Start of Listed records
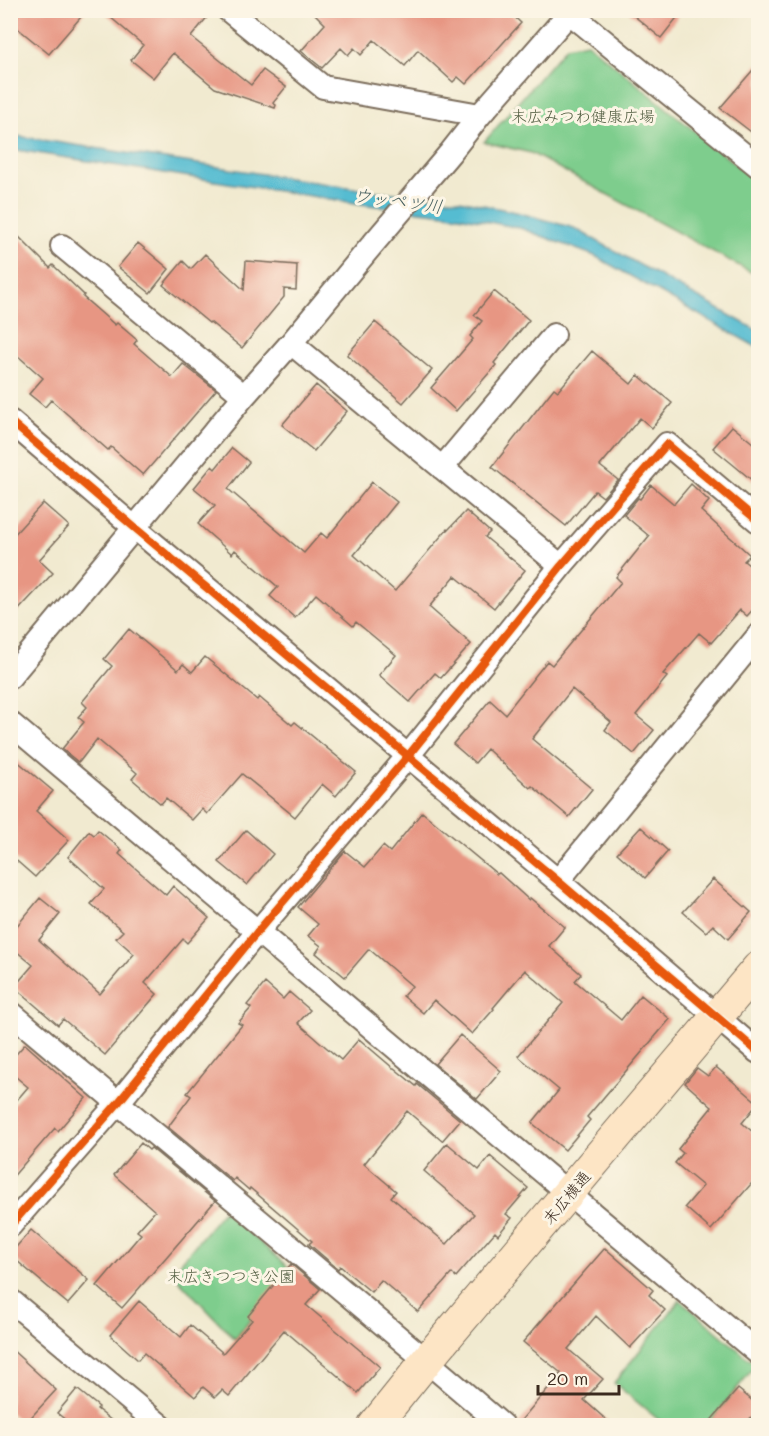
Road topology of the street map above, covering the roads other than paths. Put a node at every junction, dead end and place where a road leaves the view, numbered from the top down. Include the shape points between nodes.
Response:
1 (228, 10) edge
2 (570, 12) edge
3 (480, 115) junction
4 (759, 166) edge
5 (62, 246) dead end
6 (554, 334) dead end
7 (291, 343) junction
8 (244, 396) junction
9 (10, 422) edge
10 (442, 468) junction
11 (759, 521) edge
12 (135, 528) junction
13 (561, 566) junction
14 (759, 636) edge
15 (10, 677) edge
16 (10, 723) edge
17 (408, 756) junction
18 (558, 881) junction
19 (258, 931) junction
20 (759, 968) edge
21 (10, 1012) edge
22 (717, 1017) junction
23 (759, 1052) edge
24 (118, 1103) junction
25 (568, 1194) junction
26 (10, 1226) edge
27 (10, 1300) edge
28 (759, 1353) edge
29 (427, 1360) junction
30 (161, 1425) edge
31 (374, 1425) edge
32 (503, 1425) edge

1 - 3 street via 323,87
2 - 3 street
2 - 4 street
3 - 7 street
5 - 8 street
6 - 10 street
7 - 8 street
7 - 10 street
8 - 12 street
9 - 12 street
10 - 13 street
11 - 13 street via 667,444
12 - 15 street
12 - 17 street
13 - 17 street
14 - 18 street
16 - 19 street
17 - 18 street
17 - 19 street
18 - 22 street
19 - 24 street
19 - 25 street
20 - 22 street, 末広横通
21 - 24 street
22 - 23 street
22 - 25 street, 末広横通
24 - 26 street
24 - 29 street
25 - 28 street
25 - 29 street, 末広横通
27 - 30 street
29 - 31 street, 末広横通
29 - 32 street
End of Listed records
Task description -> Whenever the word "dead" appears in a line of the listing, report that line.

Result of this task ->
Road topology of the street map above, covering the roads other than paths. Put a node at every junction, dead end and place where a road leaves the view, numbered from the top down. Include the shape points between nodes.
5 (62, 246) dead end
6 (554, 334) dead end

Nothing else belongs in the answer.